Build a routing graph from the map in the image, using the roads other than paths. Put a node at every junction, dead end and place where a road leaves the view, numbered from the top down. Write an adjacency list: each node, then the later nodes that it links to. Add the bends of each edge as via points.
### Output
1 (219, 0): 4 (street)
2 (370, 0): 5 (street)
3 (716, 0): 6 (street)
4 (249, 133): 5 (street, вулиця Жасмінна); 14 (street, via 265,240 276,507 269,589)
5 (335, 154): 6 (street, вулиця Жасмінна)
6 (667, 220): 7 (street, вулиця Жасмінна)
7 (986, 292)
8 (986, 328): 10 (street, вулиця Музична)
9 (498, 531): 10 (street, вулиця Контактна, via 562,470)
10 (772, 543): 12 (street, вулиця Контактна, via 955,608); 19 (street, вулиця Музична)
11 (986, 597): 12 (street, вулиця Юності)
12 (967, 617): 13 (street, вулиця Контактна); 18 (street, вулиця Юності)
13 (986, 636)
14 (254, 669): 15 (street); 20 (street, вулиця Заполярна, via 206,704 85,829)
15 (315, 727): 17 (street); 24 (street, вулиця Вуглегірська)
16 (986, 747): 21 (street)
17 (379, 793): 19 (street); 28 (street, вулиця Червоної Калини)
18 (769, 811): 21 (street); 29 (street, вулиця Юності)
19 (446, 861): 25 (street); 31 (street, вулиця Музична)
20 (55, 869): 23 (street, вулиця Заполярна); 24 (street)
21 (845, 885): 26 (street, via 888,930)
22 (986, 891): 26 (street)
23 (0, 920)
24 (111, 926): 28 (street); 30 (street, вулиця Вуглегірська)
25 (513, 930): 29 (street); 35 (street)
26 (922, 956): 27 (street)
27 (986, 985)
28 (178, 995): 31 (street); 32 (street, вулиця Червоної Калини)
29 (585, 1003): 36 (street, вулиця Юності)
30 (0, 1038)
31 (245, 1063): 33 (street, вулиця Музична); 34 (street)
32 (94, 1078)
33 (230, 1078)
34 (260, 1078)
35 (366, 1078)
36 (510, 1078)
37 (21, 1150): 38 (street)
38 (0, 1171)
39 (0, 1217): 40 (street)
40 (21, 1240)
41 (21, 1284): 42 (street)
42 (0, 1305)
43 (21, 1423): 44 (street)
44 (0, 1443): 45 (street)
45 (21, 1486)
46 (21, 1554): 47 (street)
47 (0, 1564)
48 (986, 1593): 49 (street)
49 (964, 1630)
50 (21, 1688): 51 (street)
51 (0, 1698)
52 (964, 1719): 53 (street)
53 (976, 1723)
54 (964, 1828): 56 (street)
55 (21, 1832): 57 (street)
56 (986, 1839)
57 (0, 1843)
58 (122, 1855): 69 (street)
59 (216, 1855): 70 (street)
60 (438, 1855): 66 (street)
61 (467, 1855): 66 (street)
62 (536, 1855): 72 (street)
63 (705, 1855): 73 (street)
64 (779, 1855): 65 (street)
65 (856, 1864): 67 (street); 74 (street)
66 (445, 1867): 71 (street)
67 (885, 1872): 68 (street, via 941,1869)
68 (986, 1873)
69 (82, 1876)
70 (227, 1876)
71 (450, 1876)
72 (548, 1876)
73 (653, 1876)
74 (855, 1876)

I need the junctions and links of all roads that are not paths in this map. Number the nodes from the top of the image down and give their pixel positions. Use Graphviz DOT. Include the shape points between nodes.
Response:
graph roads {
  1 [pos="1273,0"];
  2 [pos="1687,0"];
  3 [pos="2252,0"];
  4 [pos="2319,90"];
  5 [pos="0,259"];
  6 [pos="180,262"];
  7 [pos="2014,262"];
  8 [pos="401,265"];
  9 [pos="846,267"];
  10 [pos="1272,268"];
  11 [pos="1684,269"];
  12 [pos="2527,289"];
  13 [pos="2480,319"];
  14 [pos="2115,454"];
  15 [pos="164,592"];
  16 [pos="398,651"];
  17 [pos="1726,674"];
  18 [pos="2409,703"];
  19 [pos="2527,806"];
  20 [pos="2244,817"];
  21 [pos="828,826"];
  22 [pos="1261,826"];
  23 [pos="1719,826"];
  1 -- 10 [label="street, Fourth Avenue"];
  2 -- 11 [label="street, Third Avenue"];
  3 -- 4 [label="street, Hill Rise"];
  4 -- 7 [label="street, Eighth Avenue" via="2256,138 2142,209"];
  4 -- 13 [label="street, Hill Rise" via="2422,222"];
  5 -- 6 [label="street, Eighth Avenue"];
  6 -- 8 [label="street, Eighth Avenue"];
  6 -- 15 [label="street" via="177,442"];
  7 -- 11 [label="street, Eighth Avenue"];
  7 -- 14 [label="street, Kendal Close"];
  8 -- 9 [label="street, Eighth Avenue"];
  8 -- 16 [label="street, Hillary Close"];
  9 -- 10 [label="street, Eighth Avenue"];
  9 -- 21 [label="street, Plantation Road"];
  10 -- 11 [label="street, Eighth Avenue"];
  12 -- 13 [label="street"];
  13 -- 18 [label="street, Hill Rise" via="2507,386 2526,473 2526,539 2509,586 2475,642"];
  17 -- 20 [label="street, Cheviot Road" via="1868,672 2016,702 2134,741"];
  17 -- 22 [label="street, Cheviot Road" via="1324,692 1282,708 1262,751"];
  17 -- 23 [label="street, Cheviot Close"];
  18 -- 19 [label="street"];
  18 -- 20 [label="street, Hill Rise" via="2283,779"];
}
—————
Where a line in the entries holds the word "Вуглегірська", copy that line.

:: RESULT FOR THIS EXERCISE ::
15 (315, 727): 17 (street); 24 (street, вулиця Вуглегірська)
24 (111, 926): 28 (street); 30 (street, вулиця Вуглегірська)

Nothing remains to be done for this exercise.